Taliban expected to free deminers, official says
KABUL, June 25 (Reuters) Afghanistan's Taliban were expected to free 18 mine-clearing experts they seized at the weekend, an official for the group said today.
The 18 Afghans were taken on Saturday along with four specialist mine-sniffing dogs in the Andar district of Ghazni province, part of the eastern and southern areas where the Taliban are at their strongest.
The Taliban threatened at the time to kill them if investigations showed they were working for U.S.-led or Afghan forces in the country.

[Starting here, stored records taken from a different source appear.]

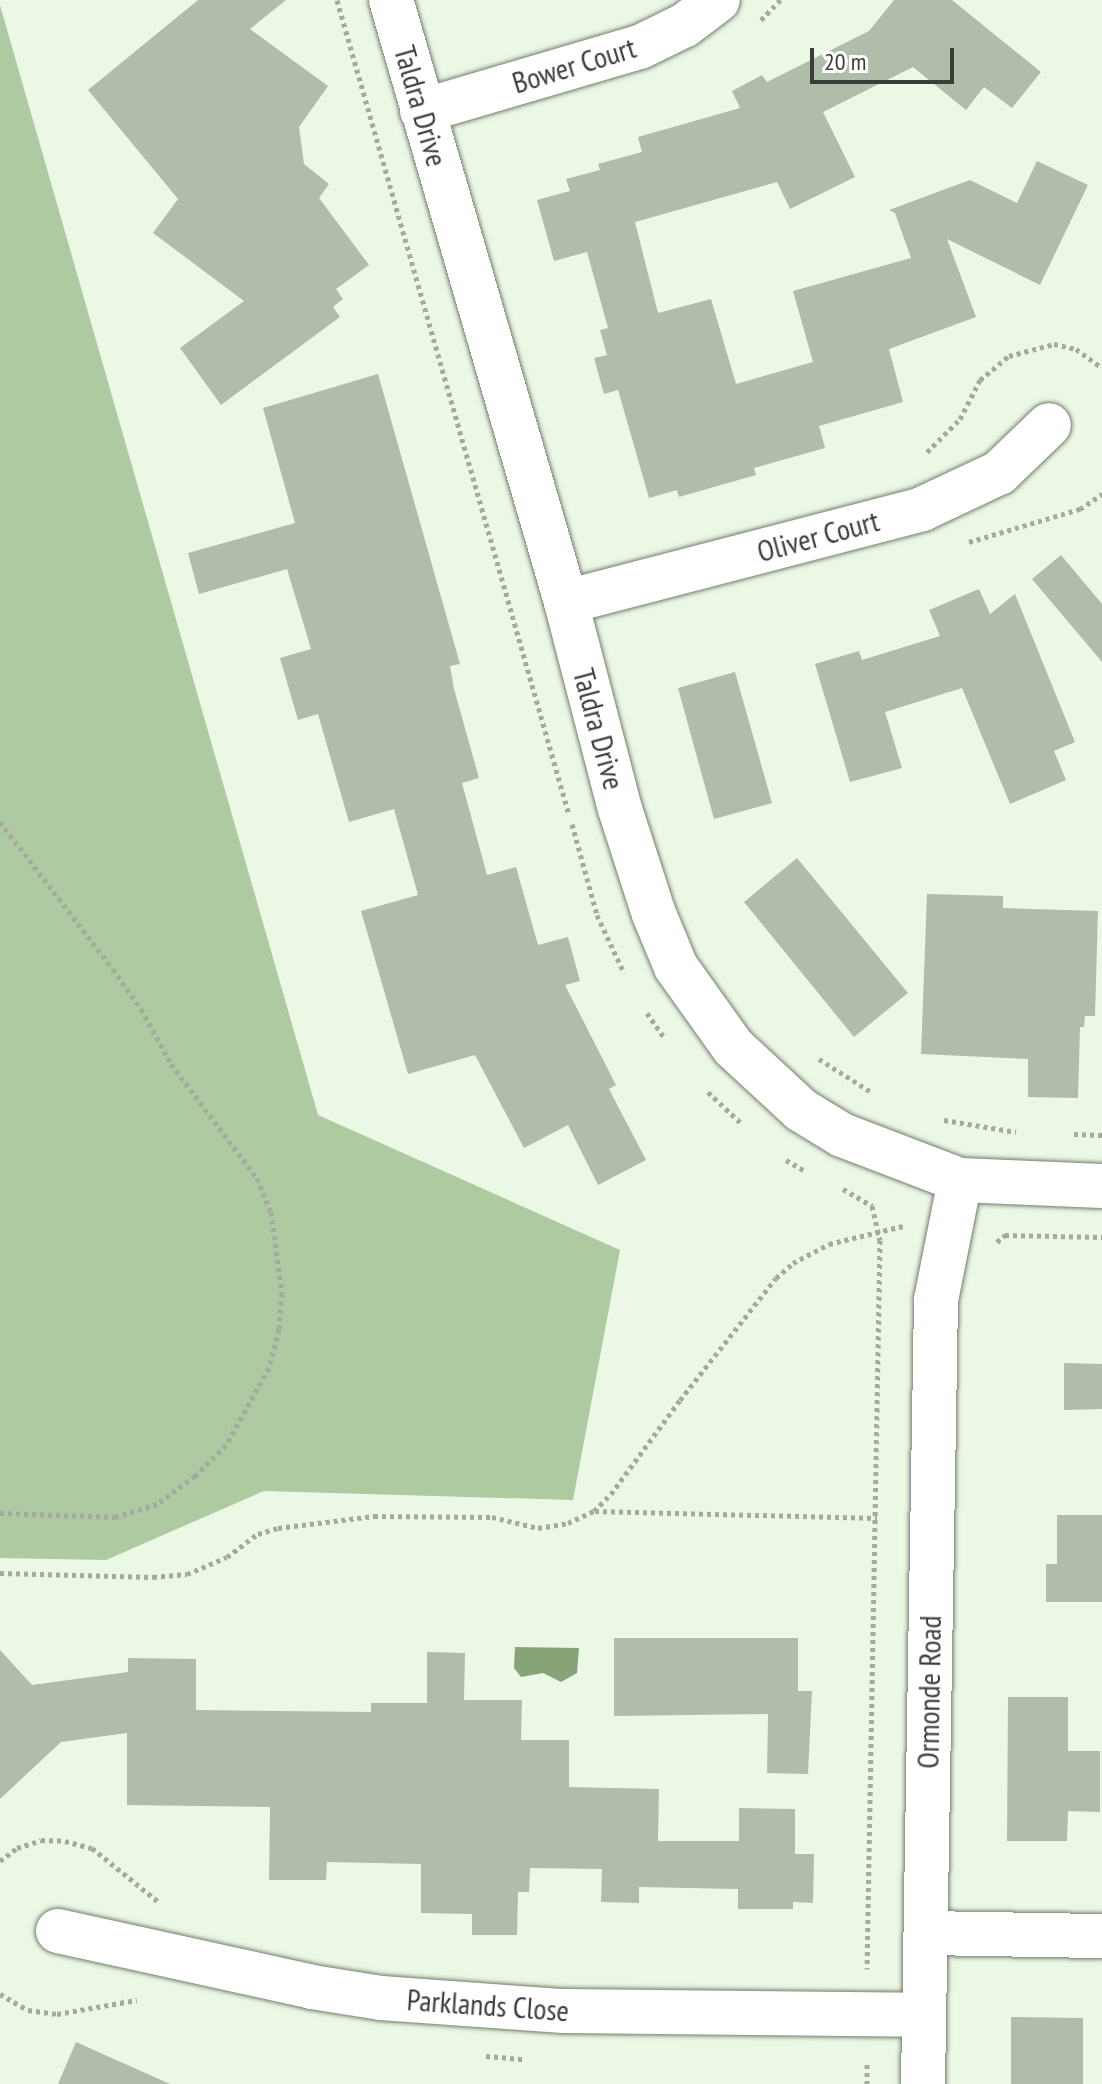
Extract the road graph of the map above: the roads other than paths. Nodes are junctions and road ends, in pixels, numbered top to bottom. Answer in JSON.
{"nodes":[{"id":1,"x":391,"y":0,"type":"edge"},
{"id":2,"x":718,"y":0,"type":"edge"},
{"id":3,"x":422,"y":111,"type":"junction"},
{"id":4,"x":1049,"y":425,"type":"dead end"},
{"id":5,"x":566,"y":602,"type":"junction"},
{"id":6,"x":940,"y":1174,"type":"junction"},
{"id":7,"x":1102,"y":1186,"type":"edge"},
{"id":8,"x":58,"y":1931,"type":"dead end"},
{"id":9,"x":926,"y":1933,"type":"junction"},
{"id":10,"x":1102,"y":1936,"type":"edge"},
{"id":11,"x":924,"y":2015,"type":"junction"},
{"id":12,"x":923,"y":2084,"type":"edge"}],
"edges":[{"from":1,"to":3,"type":"street","name":"Taldra Drive"},
{"from":2,"to":3,"type":"street","name":"Bower Court"},
{"from":3,"to":5,"type":"street","name":"Taldra Drive"},
{"from":4,"to":5,"type":"street","name":"Oliver Court"},
{"from":5,"to":6,"type":"street","name":"Taldra Drive"},
{"from":6,"to":7,"type":"street","name":"Taldra Drive"},
{"from":6,"to":9,"type":"street","name":"Ormonde Road"},
{"from":8,"to":11,"type":"street","name":"Parklands Close"},
{"from":9,"to":10,"type":"street"},
{"from":9,"to":11,"type":"street","name":"Ormonde Road"},
{"from":11,"to":12,"type":"street","name":"Ormonde Road"}]}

''Through our contacts and mediation in this issue, we have been assured that all will be released soon,'' Shohab Hakimi, head of the non-governmental Mine Detection Dog Centre (MDC), told Reuters.
Nine MDC staff and 9 others from the Mine Clearance Planning Agency made up the seized group.
Afghanistan remains one of the mostly heavily mined countries in the world, a legacy of decades of conflict as well as the 10-year Soviet occupation.
A number of non-governmental bodies have mine-clearing operations in the country, and their activities have been well supported at home and in the West following the international campaign spearheaded by Britain's late Princess Diana.
Taliban fighters have executed a number of Afghans and several foreigners they have accused of spying or working for the US-led foreign forces since their overthrow in 2001.
The rebels scattered after they were driven from power but have now re-grouped in the south and east - the poppy-producing regions responsible for over 90 percent of the world's heroin - and are engaged in daily clashes with US-led and Afghan troops as summer heralds an increase in fighting.